Sylvester McGrew

No. 77
- Position: Defensive end

Personal information
- Born: February 27, 1960 (age 66) New Orleans, Louisiana, U.S.
- Listed height: 6 ft 4 in (1.93 m)
- Listed weight: 257 lb (117 kg)

Career information
- High school: West Jefferson (Harvey, Louisiana)
- College: Tulane (1978–1981)
- NFL draft: 1982: undrafted

Career history
- New York Giants (1982–1983)*; New Orleans Breakers (1984)*; Green Bay Packers (1986–1987);
- * Offseason or practice squad member only

Career NFL statistics
- Games played: 3
- Stats at Pro Football Reference

= Sylvester McGrew =

American football player (born 1960)

Sylvester Lee McGrew Sr. (born February 27, 1960) is an American former professional football player who was a defensive end for one season with the Green Bay Packers of the National Football League (NFL). He played college football for the Tulane Green Wave.

==Early life==
McGrew was born on February 27, 1960, in New Orleans, Louisiana. Also known by the name "Sly," he attended West Jefferson High School in Harvey, Louisiana, and was their fifth alumnus in the NFL. At West Jefferson, McGrew played football as a defensive end and was one of the best at his position in the area. He was named all-district as a junior and then as a senior was chosen all-district, the district defensive MVP, all-New Orleans and first-team all-state class AAAA.

==College career==
McGrew enrolled at Tulane University in New Orleans in 1978. He saw playing time as a freshman for the Tulane Green Wave football team, including against Memphis State where he had three sacks and a fumble recovery. He converted to defensive tackle at Tulane. A part-time starter beginning as a sophomore and later a full-time starter, he totaled 72 tackles as a junior in 1980 and then moved to linebacker in 1981. He graduated following the 1981 season, having been a four-year letterman with the Green Wave.

==Professional career==
Although projected by some to be chosen in the 1982 NFL draft, McGrew was not selected and subsequently signed with the New York Giants as an undrafted free agent. In August, he injured his knee during a practice. He underwent arthroscopic knee surgery for torn cartilage and although initially projected to miss two weeks, he was placed on the season-ending injured reserve list on August 16. He returned to the Giants for the 1983 season. In April 1983, he was a member of a basketball team composed of Giants that played an exhibition for charity against a team of former New Jersey Nets players. He was released prior to the 1983 regular season, on August 9, 1983.

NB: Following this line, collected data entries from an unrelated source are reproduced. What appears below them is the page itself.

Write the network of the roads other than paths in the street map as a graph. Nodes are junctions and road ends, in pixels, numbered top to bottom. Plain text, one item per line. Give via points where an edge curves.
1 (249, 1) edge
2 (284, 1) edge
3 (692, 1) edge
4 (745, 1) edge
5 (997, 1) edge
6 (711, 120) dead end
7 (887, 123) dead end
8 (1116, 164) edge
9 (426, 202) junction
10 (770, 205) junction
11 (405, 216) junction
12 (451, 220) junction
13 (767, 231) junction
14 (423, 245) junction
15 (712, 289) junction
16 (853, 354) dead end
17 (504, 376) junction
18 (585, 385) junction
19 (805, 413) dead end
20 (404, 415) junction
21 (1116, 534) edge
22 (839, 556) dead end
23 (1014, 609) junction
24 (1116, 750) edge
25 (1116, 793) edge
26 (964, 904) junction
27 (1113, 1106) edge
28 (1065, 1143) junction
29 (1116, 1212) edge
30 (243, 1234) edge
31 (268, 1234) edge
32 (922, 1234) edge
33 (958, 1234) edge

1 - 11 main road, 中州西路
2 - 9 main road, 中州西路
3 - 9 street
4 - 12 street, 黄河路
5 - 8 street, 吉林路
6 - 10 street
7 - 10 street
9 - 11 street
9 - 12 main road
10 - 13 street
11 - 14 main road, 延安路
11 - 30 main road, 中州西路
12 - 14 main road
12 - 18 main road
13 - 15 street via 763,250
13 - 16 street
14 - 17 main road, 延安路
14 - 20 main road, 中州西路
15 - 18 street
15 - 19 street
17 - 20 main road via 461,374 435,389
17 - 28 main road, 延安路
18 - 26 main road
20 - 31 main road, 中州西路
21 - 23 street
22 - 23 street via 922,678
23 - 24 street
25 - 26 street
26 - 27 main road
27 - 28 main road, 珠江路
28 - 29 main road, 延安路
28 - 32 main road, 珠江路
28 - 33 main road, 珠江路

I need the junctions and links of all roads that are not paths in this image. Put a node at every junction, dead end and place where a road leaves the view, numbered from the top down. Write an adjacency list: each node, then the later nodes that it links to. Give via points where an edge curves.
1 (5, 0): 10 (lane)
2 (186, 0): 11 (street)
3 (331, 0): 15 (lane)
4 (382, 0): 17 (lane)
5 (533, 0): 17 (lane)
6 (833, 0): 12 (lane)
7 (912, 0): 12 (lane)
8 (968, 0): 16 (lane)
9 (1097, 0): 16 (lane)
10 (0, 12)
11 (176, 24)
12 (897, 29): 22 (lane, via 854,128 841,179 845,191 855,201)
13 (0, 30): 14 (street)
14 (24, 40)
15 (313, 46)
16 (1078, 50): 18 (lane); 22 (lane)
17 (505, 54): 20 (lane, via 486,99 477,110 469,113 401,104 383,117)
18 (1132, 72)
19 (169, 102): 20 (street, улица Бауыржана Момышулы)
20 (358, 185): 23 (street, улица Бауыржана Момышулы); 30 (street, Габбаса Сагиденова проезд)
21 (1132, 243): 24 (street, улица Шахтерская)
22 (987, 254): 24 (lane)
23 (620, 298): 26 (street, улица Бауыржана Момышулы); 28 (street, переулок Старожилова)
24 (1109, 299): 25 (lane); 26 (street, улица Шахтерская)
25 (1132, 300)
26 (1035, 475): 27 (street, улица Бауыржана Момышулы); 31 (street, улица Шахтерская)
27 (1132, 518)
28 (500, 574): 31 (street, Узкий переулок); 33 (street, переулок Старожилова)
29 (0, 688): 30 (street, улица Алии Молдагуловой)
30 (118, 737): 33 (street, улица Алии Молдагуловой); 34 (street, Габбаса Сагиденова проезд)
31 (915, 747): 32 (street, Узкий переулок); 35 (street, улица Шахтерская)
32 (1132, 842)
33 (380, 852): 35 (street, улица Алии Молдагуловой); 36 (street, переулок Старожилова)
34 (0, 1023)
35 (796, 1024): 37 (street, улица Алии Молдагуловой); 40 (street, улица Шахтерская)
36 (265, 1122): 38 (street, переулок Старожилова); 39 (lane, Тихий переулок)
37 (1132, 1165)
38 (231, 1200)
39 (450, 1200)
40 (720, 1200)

McGrew signed with the New Orleans Breakers of the United States Football League (USFL) to play linebacker in 1984, but was released in January that year, prior to the start of the regular season. After then being out of football for a year, McGrew signed as a free agent with the Green Bay Packers in July 1986, to play defensive end. He was hospitalized with an infection at the start of August. He was later released by the Packers on August 18, 1986.

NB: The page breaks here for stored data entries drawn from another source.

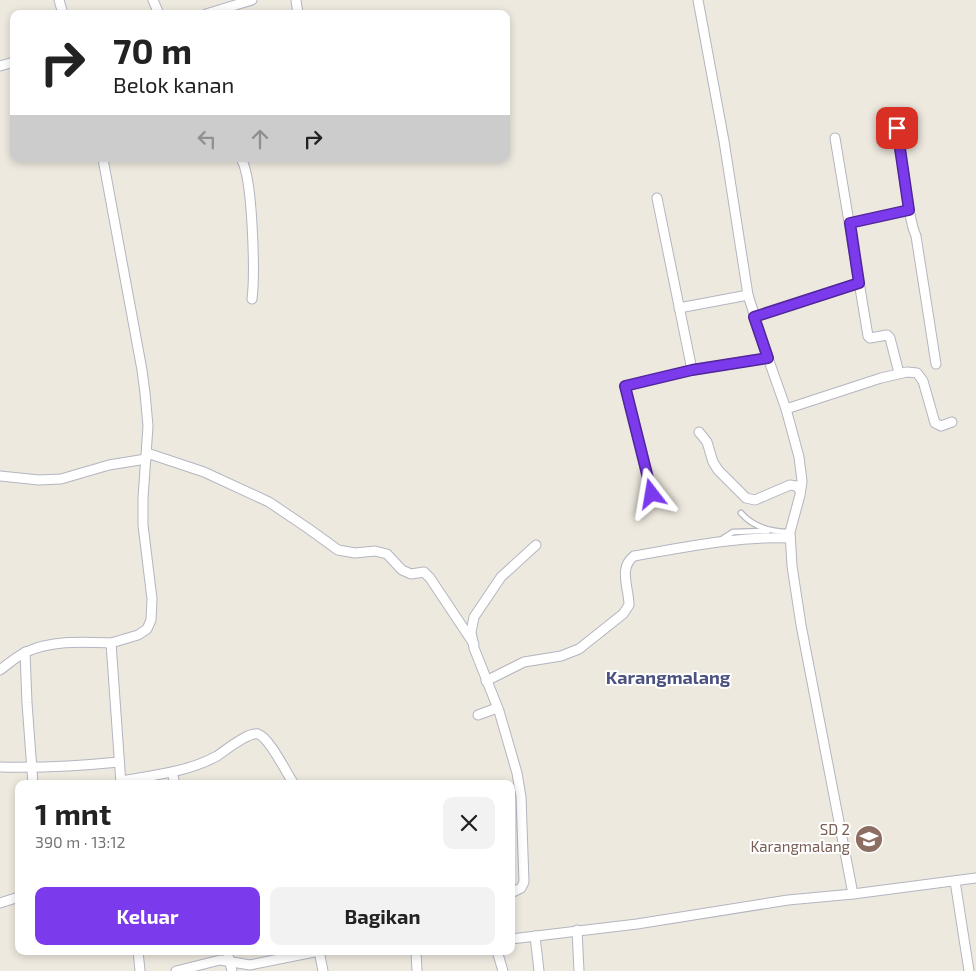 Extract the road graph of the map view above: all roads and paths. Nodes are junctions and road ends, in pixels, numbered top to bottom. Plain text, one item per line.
1 (252, 0) edge
2 (698, 0) edge
3 (219, 10) edge
4 (897, 128) dead end
5 (835, 138) dead end
6 (104, 162) edge
7 (243, 162) edge
8 (657, 198) dead end
9 (909, 210) junction
10 (850, 223) junction
11 (859, 283) junction
12 (748, 295) junction
13 (252, 298) dead end
14 (679, 308) junction
15 (754, 317) junction
16 (768, 358) junction
17 (936, 364) dead end
18 (692, 370) junction
19 (900, 374) junction
20 (786, 409) junction
21 (952, 422) dead end
22 (699, 432) dead end
23 (146, 456) junction
24 (0, 476) edge
25 (800, 493) junction
26 (652, 494) dead end
27 (741, 513) dead end
28 (769, 531) junction
29 (790, 535) junction
30 (717, 542) junction
31 (536, 545) dead end
32 (111, 643) junction
33 (474, 644) junction
34 (25, 652) junction
35 (0, 670) edge
36 (486, 681) junction
37 (497, 708) junction
38 (478, 715) dead end
39 (119, 762) junction
40 (0, 767) edge
41 (31, 768) junction
42 (172, 772) junction
43 (32, 780) edge
44 (121, 780) edge
45 (131, 780) edge
46 (174, 780) edge
47 (291, 780) edge
48 (976, 878) edge
49 (954, 881) junction
50 (515, 891) edge
51 (853, 894) junction
52 (15, 898) edge
53 (0, 903) edge
54 (577, 930) junction
55 (535, 936) junction
56 (515, 938) edge
57 (138, 955) edge
58 (228, 955) edge
59 (299, 955) edge
60 (320, 955) edge
61 (416, 955) edge
62 (498, 955) edge
63 (230, 961) junction
64 (140, 971) edge
65 (176, 971) edge
66 (232, 971) edge
67 (323, 971) edge
68 (417, 971) edge
69 (504, 971) edge
70 (539, 971) edge
71 (579, 971) edge
72 (969, 971) edge

1 - 3 street
2 - 12 street
4 - 9 street
5 - 10 street
6 - 23 street
7 - 13 street
8 - 14 street
9 - 10 lane
9 - 17 street
10 - 11 street
11 - 15 street
11 - 19 street
12 - 14 street
12 - 15 street
14 - 18 street
15 - 16 street
16 - 18 street
16 - 20 street
18 - 26 street
19 - 20 street
19 - 21 street
20 - 25 street
22 - 25 street
23 - 24 street
23 - 32 street
23 - 33 street
25 - 29 street
27 - 28 lane
28 - 29 lane
28 - 30 lane
29 - 30 street
29 - 51 street
30 - 36 street
31 - 33 street
32 - 34 street
32 - 39 street
33 - 36 street
34 - 35 street
34 - 41 street
36 - 37 street
37 - 38 street
37 - 50 street
39 - 41 street
39 - 44 street
40 - 41 street
41 - 43 street
42 - 45 street
42 - 46 street
42 - 47 street
48 - 49 street
49 - 51 street
49 - 72 street
51 - 54 street
52 - 53 street
54 - 55 street
54 - 71 street
55 - 56 street
55 - 70 street
57 - 64 street
58 - 63 street
59 - 63 street
60 - 67 street
61 - 68 street
62 - 69 street
63 - 65 street
63 - 66 street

After the NFL Players Association went on strike in 1987, each team assembled rosters of replacement players, and McGrew was signed on September 23, 1987, to be a backup defensive end for the Packers. Prior to joining the Packers, he was set to become a teacher in Louisiana. He made his NFL debut in the team's Week 4 game against the Minnesota Vikings, and then appeared in the other two strike games, a loss to the Detroit Lions in Week 5 and a win over the Philadelphia Eagles in Week 6, before being released with the majority of the other replacement players when the strike ended, on October 19, 1987. He was a starter for the Packers in two of the games. After being released, he was quoted in The Journal Times, saying of the replacements that "I think we have enough financially to find what direction we can go in – And if you put on your résumé that you were a player for the Green Bay Packers, 'B' team or not, it's got to help".

==Personal life==
McGrew had a son, Sylvester Jr., whose birth he learned of through a phone call while at training camp with the Giants in 1983. Sylvester Jr. followed in the footsteps of his father, playing college football as a defensive end for the Miami Hurricanes.